↓↓↓

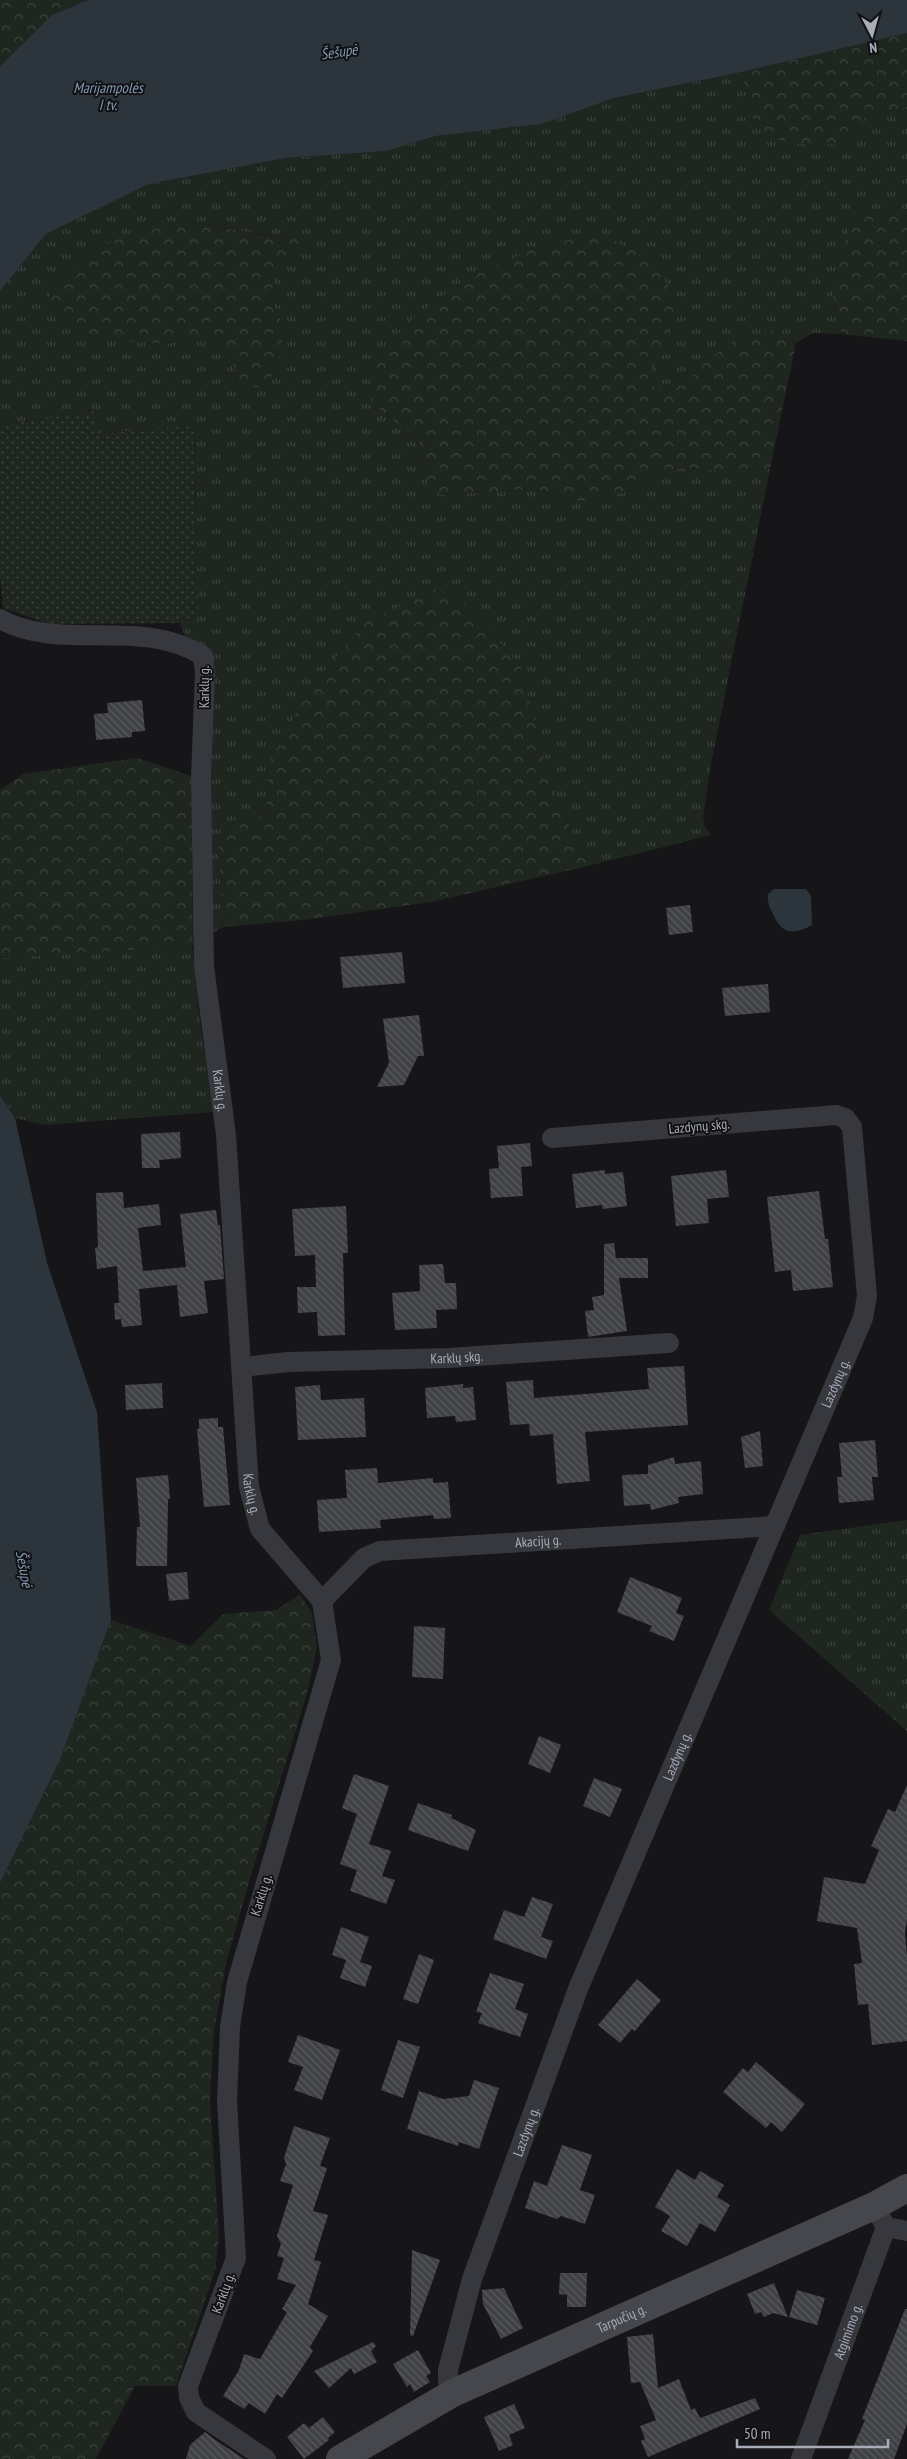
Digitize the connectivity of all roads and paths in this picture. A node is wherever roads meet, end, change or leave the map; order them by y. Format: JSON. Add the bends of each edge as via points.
{"nodes":[{"id":1,"x":0,"y":619,"type":"edge"},
{"id":2,"x":845,"y":1118,"type":"joint"},
{"id":3,"x":552,"y":1138,"type":"dead end"},
{"id":4,"x":669,"y":1343,"type":"dead end"},
{"id":5,"x":242,"y":1367,"type":"junction"},
{"id":6,"x":775,"y":1526,"type":"junction"},
{"id":7,"x":322,"y":1601,"type":"junction"},
{"id":8,"x":907,"y":2188,"type":"edge"},
{"id":9,"x":880,"y":2217,"type":"junction"},
{"id":10,"x":907,"y":2231,"type":"edge"},
{"id":11,"x":453,"y":2393,"type":"junction"},
{"id":12,"x":266,"y":2459,"type":"edge"},
{"id":13,"x":340,"y":2459,"type":"edge"},
{"id":14,"x":801,"y":2459,"type":"edge"}],
"edges":[{"from":1,"to":5,"type":"street","name":"Karklų g.","via":[[10,625],[47,633],[160,637],[189,646],[203,656],[204,966],[226,1135]]},
{"from":2,"to":3,"type":"street","name":"Lazdynų skg.","via":[[836,1115]]},
{"from":2,"to":6,"type":"street","name":"Lazdynų g.","via":[[852,1127],[867,1296],[863,1318]]},
{"from":4,"to":5,"type":"street","name":"Karklų skg.","via":[[449,1358],[288,1362]]},
{"from":5,"to":7,"type":"street","name":"Karklų g.","via":[[249,1488],[260,1529]]},
{"from":6,"to":7,"type":"street","name":"Akacijų g.","via":[[380,1550],[364,1558]]},
{"from":6,"to":11,"type":"street","name":"Lazdynų g.","via":[[575,1998],[472,2279],[448,2370]]},
{"from":7,"to":12,"type":"street","name":"Karklų g.","via":[[331,1660],[245,1948],[230,2027],[227,2101],[236,2258],[188,2386],[189,2398],[196,2412]]},
{"from":8,"to":9,"type":"main road","name":"Tarpučių g."},
{"from":9,"to":10,"type":"street"},
{"from":9,"to":11,"type":"main road","name":"Tarpučių g."},
{"from":9,"to":14,"type":"street","name":"Atgimimo g."},
{"from":11,"to":13,"type":"main road","name":"Tarpučių g."}]}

↑↑↑

▶ **DESCRIPTION OF THE TASK**:
The lines needed are those in the data above that hold the string "main"; copy each of them.

▶ **TASK ANSWER**:
{"from":8,"to":9,"type":"main road","name":"Tarpučių g."},
{"from":9,"to":11,"type":"main road","name":"Tarpučių g."},
{"from":11,"to":13,"type":"main road","name":"Tarpučių g."}]}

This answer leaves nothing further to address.